* _About this task_
Within the entries below, find each line containing the word "KIFI" and copy it.

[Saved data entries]
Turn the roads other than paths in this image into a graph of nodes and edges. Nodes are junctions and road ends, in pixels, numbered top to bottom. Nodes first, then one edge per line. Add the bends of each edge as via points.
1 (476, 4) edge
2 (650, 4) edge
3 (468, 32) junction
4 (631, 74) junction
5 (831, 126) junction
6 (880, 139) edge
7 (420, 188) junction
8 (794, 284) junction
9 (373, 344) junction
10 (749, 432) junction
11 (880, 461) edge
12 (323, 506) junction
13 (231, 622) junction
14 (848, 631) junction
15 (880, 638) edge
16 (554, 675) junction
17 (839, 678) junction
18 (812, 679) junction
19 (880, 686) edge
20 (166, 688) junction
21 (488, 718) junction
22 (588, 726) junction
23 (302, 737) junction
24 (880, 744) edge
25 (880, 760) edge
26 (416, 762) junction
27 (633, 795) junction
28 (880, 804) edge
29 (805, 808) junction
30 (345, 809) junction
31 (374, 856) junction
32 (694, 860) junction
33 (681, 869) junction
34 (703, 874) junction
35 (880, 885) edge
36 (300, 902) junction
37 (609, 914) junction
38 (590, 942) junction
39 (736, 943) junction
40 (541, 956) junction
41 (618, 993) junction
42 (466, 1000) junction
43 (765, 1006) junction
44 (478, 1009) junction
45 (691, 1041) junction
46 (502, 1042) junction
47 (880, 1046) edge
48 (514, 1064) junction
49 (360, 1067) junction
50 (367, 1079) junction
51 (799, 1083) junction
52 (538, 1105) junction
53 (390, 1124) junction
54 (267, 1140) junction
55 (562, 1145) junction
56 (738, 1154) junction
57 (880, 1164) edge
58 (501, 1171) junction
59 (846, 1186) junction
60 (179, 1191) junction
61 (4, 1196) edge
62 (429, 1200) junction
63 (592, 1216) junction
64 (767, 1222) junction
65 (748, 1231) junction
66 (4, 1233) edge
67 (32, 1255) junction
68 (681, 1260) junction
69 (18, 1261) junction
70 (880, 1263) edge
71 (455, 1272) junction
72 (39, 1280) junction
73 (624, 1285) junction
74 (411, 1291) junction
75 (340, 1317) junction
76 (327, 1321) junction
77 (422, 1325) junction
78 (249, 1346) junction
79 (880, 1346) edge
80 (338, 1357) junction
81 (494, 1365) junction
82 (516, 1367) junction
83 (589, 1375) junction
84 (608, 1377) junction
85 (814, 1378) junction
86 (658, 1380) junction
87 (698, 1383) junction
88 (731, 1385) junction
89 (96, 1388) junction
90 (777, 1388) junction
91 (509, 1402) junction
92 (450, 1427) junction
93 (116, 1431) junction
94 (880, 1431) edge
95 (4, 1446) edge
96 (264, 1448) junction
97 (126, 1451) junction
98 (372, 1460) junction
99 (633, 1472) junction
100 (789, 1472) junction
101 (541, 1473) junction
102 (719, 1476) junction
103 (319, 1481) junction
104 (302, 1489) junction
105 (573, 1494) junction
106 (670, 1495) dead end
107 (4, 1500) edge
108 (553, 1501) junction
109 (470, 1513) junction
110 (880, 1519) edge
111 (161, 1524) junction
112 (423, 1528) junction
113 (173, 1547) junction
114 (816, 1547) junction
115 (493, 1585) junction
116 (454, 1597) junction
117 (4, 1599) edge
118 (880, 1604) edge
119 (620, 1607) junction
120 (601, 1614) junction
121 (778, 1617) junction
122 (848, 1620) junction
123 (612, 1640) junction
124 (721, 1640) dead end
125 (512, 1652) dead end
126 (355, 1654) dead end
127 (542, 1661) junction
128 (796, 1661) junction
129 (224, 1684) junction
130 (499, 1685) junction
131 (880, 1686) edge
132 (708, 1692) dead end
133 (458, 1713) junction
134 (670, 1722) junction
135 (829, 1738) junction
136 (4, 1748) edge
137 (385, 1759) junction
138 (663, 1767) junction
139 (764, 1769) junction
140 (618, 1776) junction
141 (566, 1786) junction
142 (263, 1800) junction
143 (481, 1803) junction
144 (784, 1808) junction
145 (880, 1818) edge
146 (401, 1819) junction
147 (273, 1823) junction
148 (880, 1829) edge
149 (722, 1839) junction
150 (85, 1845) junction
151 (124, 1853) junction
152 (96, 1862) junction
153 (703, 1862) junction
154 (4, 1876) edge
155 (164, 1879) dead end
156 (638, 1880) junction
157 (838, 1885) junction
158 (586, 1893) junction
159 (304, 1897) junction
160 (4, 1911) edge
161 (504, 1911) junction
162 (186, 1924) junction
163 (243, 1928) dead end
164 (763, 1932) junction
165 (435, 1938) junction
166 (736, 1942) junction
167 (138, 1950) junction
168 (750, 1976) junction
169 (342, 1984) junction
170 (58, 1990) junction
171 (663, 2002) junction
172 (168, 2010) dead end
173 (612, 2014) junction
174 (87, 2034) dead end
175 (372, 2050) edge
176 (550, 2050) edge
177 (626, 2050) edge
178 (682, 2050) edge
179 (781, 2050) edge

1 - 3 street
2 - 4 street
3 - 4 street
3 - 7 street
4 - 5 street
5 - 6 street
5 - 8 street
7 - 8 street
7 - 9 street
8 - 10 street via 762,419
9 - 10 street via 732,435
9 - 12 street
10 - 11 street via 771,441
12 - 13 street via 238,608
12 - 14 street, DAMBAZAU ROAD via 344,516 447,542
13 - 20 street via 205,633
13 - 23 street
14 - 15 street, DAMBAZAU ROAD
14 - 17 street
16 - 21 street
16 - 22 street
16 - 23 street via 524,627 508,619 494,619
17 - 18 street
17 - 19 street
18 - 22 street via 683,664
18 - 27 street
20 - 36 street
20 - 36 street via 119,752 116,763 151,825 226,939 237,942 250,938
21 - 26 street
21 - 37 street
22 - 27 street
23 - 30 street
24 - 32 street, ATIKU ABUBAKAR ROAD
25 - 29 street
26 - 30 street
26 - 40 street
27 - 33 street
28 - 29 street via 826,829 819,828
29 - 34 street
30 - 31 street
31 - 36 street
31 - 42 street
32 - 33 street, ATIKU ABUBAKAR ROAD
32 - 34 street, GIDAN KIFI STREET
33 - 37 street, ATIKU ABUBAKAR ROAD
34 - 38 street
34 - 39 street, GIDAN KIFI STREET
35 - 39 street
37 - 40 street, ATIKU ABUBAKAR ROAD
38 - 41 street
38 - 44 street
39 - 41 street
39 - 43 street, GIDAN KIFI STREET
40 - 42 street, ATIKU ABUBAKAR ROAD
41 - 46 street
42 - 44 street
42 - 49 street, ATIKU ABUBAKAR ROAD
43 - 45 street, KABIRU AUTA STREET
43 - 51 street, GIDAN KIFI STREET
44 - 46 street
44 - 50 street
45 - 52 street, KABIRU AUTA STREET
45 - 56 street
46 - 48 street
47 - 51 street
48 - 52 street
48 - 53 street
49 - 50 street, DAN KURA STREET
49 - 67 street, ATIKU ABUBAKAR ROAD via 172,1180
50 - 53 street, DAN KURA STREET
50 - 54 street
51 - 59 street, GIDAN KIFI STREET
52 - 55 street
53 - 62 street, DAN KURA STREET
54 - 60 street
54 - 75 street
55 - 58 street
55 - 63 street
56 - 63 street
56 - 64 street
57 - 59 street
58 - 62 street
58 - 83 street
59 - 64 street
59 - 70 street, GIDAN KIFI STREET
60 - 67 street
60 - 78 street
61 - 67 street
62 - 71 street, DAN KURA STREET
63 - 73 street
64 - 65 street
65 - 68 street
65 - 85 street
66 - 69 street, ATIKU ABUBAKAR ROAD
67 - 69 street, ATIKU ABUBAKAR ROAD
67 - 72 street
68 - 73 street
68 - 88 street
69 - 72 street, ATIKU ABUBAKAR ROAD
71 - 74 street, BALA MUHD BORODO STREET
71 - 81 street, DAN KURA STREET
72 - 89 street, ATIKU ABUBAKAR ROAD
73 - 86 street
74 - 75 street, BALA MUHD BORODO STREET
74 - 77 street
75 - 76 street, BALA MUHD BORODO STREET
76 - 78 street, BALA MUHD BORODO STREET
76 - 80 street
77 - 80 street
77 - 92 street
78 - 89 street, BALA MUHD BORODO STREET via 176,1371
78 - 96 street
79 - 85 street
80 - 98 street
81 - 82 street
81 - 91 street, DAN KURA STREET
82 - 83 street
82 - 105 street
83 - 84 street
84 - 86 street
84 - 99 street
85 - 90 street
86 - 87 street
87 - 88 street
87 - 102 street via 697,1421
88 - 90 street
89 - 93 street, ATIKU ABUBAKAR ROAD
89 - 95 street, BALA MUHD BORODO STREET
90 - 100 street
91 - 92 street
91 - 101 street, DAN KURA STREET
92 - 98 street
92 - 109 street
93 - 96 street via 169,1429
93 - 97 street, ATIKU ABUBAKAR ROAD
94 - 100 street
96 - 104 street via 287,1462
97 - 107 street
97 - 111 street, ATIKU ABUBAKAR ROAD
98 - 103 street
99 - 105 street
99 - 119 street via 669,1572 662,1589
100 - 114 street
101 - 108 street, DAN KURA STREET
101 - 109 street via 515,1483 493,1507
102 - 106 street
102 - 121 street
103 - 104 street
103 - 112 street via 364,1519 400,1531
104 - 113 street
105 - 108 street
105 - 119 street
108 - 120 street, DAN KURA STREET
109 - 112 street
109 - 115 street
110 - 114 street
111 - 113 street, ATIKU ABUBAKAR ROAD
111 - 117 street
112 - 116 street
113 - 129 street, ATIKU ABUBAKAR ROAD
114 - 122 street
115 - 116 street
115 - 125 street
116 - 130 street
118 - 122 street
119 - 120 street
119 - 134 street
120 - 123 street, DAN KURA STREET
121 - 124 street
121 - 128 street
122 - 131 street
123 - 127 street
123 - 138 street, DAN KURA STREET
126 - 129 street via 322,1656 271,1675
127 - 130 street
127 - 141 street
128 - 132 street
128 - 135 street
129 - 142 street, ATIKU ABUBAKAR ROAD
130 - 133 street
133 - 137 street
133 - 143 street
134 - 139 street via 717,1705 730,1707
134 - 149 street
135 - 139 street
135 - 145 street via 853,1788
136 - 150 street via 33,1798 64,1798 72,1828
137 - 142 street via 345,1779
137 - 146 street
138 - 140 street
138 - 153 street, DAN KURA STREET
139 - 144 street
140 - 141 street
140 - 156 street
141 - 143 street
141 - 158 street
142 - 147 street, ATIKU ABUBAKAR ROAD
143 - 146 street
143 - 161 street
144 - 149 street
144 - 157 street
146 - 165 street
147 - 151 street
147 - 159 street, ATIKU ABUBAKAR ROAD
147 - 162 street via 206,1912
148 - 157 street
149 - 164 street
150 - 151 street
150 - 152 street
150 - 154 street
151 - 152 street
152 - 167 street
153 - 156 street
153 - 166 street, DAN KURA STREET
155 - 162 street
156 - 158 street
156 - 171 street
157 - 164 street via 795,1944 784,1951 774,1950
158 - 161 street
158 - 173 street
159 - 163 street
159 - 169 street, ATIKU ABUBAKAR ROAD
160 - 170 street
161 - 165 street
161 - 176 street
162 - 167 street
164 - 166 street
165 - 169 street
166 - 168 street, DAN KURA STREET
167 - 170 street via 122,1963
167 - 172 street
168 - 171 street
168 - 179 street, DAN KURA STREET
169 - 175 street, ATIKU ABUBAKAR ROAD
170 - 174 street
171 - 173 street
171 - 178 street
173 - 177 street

* _Written response_
32 - 34 street, GIDAN KIFI STREET
34 - 39 street, GIDAN KIFI STREET
39 - 43 street, GIDAN KIFI STREET
43 - 51 street, GIDAN KIFI STREET
51 - 59 street, GIDAN KIFI STREET
59 - 70 street, GIDAN KIFI STREET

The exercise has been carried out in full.